Hoag had a season average of just over 23 out of 25 last season, according to Leen. With this being her fourth and final season, she’s looking to end with her best score yet. 

For Hennika, last year’s trip to nationals was his second time, where he finished 61st out of nearly 1700 shooters, and had a season average of 24 out of 25. 

“It was good. It’s fun, you get to meet a lot of new people and go to places like nationals,” he said. “Today went pretty well I guess for the first week. [This year I want] to win either states or nationals in the spring.” 

But team members don’t have to be national qualifiers to enjoy this sport, according to Leen, who said her favorite part is the opportunity for kids of all ages and abilities to compete. 

“The most wonderful thing about this sport is that kids with any ability are able to do it and contribute to the team. No one sits the bench, every single person no matter the ability, whether it’s a physical disability or a learning disability, everyone is able to participate safely and contribute to the team scores,” she said. “We have some really, really good shooters and we have some young, inexperienced shooters, but the league is really great in how they do scoring.”

Instead of traditional high school sports where teams are grouped by area and class to form conferences, the Michigan High School Clay Target League places schools in conferences according to team size. Then when they go to score, the top percentage of shooters’ scores will be counted, but whose scores are counted can change on a weekly basis depending on how each individual does. 

The fall season will run for five more weeks as a precursor to the spring season, which is nine weeks long and includes the state and national competitions.

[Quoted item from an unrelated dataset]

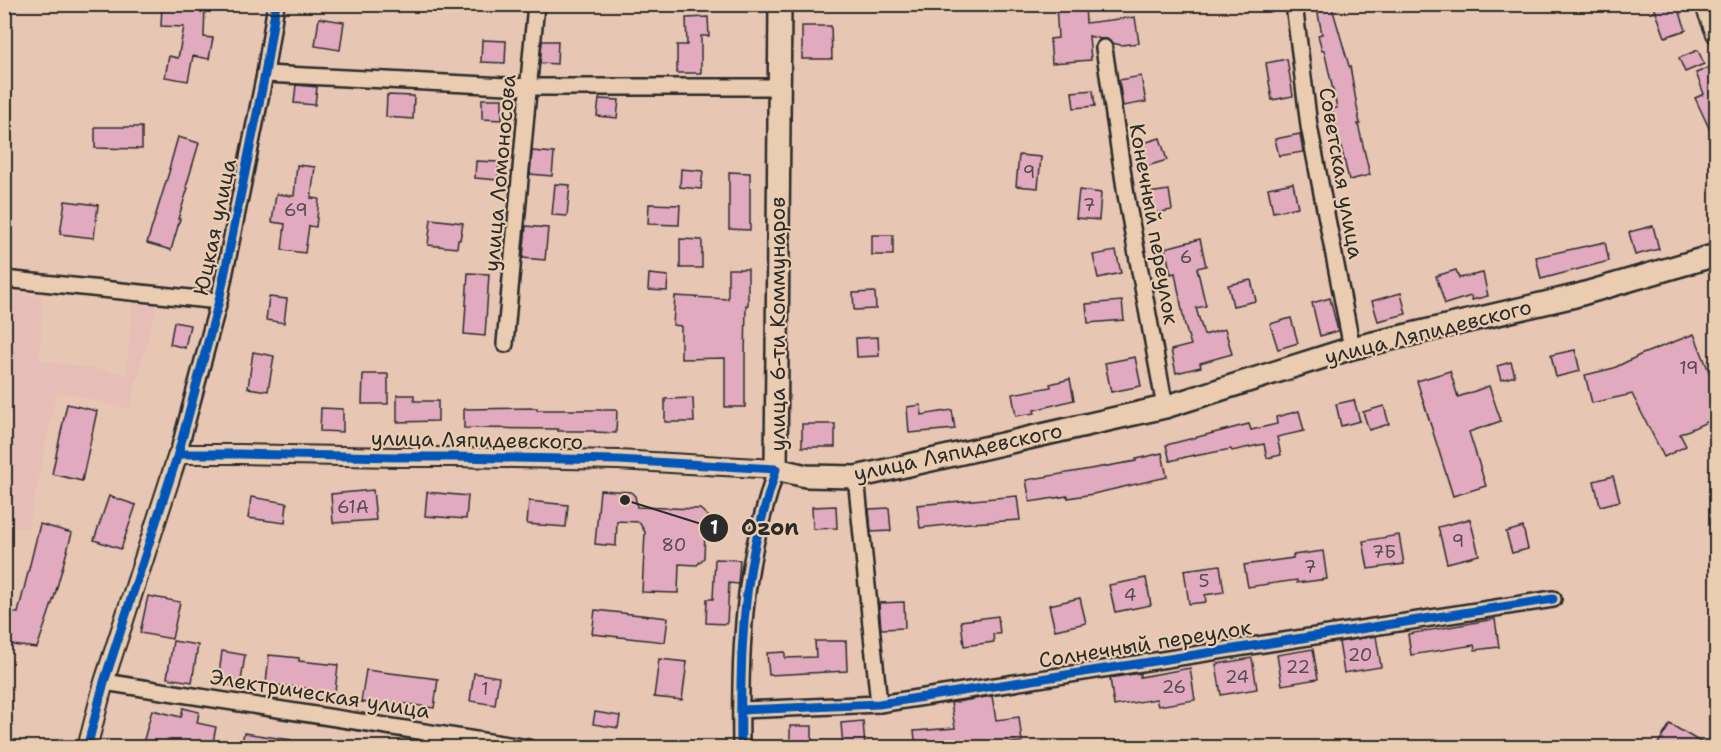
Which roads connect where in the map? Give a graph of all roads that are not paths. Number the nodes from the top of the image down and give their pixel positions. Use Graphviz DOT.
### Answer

“The spring season is a more extended, more competitive season and it lasts nine weeks: two practice weeks, a reserved score week, and then six weeks of competition,” Leen said. “Then it’s followed up by the State Shoot and then depending on whether you qualify based on your season average, you would be invited to nationals.”  

In between the fall and spring seasons, the students can enjoy hunting season, which Leen said improved hunting is not the end goal of the clay target team, but an added bonus. 

“Some of our kids are hunters and some are not. For some it’s just more about the sport, but what we encourage is that if they learn to respect and handle the firearm safely, so no matter what sport they are partaking in, whether clay shooting or hunting, our main goal is safety. If marksmanship helps them be successful in hunting, then that’s an added bonus.”